In den vorgelegten, aber noch nicht umgesetzten Vorschlägen für die „Entlastungsallianz“ verlangen die Kommunalen Spitzenverbände, unterstützt auch vom Handwerk, dass Bürgerentscheide „dort ausgeschlossen sein sollen, wo es um gemeinwohlbezogene Infrastruktur, etwa in den Bereichen Schule, Kita, ÖPNV sowie bezahlbares Wohnen geht“. CDU-Fraktionschef Manuel Hagel unterstützt die Forderungen.

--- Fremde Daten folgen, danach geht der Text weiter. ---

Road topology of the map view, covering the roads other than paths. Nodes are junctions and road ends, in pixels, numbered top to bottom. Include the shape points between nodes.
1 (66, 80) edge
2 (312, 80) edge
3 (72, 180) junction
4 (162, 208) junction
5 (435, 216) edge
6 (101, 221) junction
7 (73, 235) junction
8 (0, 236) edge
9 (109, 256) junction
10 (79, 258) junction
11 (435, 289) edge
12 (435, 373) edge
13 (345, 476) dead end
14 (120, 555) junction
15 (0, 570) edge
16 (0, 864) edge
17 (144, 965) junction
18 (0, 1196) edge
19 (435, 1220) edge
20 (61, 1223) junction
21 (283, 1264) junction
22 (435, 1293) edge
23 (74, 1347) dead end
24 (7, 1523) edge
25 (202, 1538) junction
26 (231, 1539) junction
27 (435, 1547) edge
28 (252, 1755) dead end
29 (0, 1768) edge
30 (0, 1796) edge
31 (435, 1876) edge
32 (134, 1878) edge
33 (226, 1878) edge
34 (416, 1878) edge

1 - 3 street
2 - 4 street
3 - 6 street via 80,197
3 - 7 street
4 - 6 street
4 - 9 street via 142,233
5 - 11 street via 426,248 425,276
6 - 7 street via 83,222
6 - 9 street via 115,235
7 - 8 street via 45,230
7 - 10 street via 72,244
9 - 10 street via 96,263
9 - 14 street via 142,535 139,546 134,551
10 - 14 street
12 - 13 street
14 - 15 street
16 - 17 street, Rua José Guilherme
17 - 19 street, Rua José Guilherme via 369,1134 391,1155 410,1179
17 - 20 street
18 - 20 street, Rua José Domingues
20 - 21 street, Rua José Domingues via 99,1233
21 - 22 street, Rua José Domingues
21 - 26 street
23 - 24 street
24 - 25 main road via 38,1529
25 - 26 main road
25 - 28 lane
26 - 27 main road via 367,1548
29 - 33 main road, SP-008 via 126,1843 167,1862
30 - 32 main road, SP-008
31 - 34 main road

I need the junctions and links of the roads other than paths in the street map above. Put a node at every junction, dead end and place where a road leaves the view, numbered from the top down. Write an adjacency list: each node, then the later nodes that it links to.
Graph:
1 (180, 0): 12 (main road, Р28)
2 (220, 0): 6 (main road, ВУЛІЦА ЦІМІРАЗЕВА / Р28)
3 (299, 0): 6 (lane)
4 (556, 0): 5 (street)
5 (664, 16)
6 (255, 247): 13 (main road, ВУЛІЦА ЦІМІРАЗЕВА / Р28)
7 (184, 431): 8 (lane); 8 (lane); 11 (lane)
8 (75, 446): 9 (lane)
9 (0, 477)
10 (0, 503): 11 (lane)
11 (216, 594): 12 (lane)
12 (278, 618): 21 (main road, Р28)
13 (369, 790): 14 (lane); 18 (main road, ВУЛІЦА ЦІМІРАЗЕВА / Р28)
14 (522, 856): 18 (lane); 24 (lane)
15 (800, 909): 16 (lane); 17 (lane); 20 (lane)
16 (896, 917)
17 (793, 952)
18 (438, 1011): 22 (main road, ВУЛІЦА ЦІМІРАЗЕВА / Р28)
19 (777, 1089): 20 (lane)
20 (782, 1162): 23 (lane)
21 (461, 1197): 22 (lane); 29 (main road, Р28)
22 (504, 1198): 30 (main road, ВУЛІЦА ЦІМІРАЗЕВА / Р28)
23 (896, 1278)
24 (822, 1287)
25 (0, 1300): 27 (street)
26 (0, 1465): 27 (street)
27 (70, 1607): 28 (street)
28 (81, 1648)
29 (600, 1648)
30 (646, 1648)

In der CDU träfen sie „einen echten Nerv und auf offene Türen“. Die Servicestelle verweist dagegen darauf, dass Bürgerentscheide bei Schulen oder Kitas in der Regel ohnehin ausgeschlossen sind.

Mehr zum Thema: Baden-Württemberg als Vorbild für EU bei Bürgerbeteiligung | Staatsanzeiger BW

Ein Bürgerforum soll helfen

In der Region Stuttgart fallen beim Bau große Mengen an Abbruch- und Aushubmaterial an. Seit Ende April läuft eine dialogische Bürgerbeteiligung nicht in der Standortfrage, sondern um Kriterien für die Auswahl und damit für einen belastbaren Vergleich zu erarbeiten. Das Losverfahren nach Größe der Kommunen ist entwickelt. 10 000 Bürger werden angeschrieben. Nach den Sommerferien wird ein Bürgerforum zur Klärung heikler Fragen stattfinden, die dann eine Grundlage für die Suche ist.